Was
Gustav Mahler seinerzeit an den Gedichten von Achim von Arnim und Clemens
Brentano fand, werde ich wohl nie verstehen. Irgendwie bleibt mir ihr
Inhalt und der tiefere Sinn verschlossen. Dafür gefällt mir die Musik
umso besser. Schon, wenn sie so präsentiert wird wie in diesem Konzert...
Mit
Michael VOLLE stand ein von mir in höchstem Maße geschätzter Künstler
auf dem Podium.

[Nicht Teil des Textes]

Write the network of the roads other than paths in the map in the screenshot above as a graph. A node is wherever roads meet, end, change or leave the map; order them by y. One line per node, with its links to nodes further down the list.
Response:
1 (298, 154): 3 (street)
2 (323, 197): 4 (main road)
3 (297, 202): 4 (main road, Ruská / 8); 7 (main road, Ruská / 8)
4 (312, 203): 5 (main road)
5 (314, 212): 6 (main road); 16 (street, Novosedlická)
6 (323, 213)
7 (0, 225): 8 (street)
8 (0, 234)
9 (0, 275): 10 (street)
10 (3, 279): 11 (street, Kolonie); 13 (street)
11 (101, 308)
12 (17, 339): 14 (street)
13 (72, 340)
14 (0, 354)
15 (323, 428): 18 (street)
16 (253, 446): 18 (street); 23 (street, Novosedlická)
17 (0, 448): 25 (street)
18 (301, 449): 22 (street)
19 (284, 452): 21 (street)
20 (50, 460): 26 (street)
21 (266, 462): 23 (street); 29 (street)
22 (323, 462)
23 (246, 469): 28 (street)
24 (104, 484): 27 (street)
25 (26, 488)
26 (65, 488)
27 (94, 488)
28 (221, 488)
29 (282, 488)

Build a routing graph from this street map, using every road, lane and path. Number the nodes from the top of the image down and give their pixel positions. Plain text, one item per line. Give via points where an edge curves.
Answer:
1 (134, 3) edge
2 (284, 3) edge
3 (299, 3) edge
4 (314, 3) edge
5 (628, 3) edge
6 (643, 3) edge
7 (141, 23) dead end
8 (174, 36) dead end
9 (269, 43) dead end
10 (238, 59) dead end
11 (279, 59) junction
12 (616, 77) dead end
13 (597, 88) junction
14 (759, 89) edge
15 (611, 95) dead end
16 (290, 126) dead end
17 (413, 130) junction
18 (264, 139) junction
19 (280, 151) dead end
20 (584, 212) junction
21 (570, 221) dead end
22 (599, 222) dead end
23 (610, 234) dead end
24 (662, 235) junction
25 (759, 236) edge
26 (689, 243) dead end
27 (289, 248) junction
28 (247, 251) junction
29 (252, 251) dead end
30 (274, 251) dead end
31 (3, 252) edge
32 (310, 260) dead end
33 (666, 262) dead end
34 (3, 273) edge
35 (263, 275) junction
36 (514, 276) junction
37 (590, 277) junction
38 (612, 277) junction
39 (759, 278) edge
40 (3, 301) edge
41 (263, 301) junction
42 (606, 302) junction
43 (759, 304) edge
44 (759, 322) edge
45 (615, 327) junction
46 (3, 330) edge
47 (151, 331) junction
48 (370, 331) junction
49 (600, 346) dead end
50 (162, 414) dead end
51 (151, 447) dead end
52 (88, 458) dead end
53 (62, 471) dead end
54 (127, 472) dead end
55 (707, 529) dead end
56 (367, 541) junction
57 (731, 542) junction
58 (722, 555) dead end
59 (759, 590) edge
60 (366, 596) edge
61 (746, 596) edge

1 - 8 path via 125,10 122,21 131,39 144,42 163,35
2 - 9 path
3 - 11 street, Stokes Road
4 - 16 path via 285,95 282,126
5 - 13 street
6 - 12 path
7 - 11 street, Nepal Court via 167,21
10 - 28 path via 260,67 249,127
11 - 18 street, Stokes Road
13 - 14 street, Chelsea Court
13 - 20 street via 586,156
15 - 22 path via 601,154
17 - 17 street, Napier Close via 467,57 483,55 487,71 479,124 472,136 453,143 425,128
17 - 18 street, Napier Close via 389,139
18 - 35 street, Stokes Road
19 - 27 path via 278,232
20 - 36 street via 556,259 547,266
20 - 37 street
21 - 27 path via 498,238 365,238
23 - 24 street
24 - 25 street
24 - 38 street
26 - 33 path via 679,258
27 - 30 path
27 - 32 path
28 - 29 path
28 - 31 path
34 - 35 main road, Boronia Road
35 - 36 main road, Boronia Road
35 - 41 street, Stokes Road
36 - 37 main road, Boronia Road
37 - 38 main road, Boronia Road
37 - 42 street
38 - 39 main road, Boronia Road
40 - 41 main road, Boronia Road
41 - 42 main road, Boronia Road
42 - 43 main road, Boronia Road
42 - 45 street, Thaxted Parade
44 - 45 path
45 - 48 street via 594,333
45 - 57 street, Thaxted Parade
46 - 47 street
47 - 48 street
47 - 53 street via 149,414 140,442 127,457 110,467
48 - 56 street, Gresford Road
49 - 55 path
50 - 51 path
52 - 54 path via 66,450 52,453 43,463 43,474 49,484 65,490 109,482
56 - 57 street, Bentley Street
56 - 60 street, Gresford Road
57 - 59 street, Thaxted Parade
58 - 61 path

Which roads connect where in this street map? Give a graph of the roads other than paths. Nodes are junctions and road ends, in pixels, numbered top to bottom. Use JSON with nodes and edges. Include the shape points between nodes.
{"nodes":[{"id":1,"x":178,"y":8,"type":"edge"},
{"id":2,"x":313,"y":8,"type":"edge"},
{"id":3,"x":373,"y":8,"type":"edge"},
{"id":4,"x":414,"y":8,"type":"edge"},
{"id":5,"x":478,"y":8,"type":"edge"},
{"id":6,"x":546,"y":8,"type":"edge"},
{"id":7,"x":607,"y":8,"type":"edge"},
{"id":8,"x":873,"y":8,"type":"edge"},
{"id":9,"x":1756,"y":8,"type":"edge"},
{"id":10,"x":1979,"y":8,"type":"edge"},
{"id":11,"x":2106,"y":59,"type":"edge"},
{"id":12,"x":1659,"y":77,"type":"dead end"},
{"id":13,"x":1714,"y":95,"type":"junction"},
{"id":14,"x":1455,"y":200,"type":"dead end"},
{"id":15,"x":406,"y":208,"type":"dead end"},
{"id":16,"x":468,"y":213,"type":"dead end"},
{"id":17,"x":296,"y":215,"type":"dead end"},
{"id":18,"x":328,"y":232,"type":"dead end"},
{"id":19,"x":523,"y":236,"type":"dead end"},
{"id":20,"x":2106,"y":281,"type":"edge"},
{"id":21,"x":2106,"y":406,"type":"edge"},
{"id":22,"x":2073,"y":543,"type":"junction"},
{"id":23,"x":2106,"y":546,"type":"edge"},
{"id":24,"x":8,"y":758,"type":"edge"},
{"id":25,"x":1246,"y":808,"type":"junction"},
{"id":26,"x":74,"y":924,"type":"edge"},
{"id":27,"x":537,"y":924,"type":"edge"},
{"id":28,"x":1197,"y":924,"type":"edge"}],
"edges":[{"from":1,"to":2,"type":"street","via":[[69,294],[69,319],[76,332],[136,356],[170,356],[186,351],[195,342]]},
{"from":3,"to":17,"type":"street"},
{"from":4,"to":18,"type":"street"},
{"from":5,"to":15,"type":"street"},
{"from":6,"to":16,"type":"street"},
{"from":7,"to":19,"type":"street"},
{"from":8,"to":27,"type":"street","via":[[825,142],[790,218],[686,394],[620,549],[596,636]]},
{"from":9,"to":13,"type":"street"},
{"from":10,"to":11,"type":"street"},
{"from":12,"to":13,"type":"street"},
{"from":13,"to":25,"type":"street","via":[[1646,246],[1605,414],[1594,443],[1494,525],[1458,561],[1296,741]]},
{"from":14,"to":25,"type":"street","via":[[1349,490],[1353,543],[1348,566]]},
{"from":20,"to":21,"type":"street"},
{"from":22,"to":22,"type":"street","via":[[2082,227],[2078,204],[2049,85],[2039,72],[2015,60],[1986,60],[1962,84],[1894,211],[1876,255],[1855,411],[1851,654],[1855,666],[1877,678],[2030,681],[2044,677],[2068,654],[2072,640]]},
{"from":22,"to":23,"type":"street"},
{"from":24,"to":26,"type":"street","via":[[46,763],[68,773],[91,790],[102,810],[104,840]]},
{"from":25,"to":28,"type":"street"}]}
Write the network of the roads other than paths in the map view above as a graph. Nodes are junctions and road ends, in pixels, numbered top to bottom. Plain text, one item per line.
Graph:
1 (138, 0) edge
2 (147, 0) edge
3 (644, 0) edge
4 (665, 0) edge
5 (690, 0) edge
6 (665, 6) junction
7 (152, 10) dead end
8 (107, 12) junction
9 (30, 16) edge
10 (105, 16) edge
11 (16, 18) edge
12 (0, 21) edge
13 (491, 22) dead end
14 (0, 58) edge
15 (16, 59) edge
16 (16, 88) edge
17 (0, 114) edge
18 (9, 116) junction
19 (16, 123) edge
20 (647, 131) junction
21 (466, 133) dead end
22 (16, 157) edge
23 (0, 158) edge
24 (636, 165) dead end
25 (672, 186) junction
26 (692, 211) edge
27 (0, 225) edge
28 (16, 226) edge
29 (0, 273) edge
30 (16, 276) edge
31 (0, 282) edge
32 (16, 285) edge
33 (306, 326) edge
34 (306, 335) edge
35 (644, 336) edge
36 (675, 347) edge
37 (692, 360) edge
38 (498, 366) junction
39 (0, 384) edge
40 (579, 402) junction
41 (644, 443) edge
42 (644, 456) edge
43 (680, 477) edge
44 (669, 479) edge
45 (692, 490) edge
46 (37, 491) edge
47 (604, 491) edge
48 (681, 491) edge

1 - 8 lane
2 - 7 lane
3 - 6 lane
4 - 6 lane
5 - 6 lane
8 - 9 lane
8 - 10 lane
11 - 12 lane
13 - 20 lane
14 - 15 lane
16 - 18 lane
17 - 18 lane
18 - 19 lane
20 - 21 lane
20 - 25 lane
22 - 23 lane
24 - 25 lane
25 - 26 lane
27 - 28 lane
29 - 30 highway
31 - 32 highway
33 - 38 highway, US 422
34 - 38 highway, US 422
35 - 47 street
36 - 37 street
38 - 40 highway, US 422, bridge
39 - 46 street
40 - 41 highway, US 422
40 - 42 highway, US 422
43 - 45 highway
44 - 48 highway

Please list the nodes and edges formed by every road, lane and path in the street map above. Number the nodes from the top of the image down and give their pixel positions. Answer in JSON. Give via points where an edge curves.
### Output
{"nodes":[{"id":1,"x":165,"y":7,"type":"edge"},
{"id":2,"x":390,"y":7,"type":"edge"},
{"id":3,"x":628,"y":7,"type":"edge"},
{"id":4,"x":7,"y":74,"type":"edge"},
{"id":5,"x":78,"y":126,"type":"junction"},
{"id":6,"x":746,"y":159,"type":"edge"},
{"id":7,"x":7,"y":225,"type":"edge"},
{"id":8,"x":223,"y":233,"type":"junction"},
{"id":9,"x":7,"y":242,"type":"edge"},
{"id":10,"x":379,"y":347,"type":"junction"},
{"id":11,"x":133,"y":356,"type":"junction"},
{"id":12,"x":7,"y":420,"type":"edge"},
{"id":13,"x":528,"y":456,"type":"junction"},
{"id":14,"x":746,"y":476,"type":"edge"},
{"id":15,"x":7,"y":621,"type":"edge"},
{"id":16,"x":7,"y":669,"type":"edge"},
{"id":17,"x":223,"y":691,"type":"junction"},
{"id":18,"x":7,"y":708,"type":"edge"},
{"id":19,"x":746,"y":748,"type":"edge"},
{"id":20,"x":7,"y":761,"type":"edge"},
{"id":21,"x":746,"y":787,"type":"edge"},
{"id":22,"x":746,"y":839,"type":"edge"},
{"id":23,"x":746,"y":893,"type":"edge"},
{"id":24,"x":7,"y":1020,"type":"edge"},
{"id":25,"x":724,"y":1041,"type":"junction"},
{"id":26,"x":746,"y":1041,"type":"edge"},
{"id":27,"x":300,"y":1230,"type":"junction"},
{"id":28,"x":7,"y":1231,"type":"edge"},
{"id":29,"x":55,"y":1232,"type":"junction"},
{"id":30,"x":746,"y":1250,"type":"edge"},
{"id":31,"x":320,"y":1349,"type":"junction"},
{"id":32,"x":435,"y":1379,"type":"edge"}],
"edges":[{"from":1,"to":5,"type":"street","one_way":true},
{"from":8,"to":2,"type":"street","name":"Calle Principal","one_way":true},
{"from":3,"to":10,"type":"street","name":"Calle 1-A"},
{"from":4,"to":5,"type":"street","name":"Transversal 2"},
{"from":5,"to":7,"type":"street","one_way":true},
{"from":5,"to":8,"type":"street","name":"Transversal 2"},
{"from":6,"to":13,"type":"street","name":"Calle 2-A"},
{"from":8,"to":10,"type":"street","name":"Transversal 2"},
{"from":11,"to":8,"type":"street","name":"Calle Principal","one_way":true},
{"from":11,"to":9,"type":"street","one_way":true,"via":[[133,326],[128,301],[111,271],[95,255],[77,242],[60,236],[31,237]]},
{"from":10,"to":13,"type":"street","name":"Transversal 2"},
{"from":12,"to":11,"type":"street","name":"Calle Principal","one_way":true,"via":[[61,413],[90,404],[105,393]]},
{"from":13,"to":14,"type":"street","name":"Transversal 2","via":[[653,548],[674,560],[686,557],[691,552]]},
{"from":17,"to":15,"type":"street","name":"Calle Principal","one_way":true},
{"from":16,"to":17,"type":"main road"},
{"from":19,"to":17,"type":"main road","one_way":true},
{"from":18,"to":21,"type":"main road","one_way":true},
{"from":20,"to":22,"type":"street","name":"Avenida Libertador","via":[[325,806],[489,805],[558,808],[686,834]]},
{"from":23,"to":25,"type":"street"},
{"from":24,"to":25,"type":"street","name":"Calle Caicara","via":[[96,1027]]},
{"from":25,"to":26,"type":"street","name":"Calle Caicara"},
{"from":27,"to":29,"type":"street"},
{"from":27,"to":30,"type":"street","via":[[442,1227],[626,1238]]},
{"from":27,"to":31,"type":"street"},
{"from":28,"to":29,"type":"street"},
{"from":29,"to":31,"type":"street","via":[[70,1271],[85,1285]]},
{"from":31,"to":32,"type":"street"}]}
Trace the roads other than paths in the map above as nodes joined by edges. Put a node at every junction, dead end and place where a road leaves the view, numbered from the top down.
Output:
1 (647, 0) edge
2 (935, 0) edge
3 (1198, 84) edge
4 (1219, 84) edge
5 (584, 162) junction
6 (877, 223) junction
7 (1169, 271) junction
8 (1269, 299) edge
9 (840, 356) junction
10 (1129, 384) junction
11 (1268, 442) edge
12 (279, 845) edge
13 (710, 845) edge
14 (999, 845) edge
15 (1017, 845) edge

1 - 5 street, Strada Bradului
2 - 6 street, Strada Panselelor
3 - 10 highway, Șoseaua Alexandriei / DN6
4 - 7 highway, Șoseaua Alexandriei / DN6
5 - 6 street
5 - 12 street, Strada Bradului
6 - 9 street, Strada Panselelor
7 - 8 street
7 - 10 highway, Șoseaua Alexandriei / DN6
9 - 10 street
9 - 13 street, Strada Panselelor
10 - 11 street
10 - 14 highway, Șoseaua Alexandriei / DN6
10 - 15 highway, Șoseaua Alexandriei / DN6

Gesungen hat er „Rheinlegendchen“, „Der Tambourg’sell“,
„Lob des hohen Verstandes“, „Das irdische Leben“, „Des Antonius von Padua
Fischpredigt“ und „Revelge“. Volle traf bei jedem Lied dessen ganz spezifischen
Charakter und zeigte sich somit einmal mehr als äußerst wandelbarer Künstler.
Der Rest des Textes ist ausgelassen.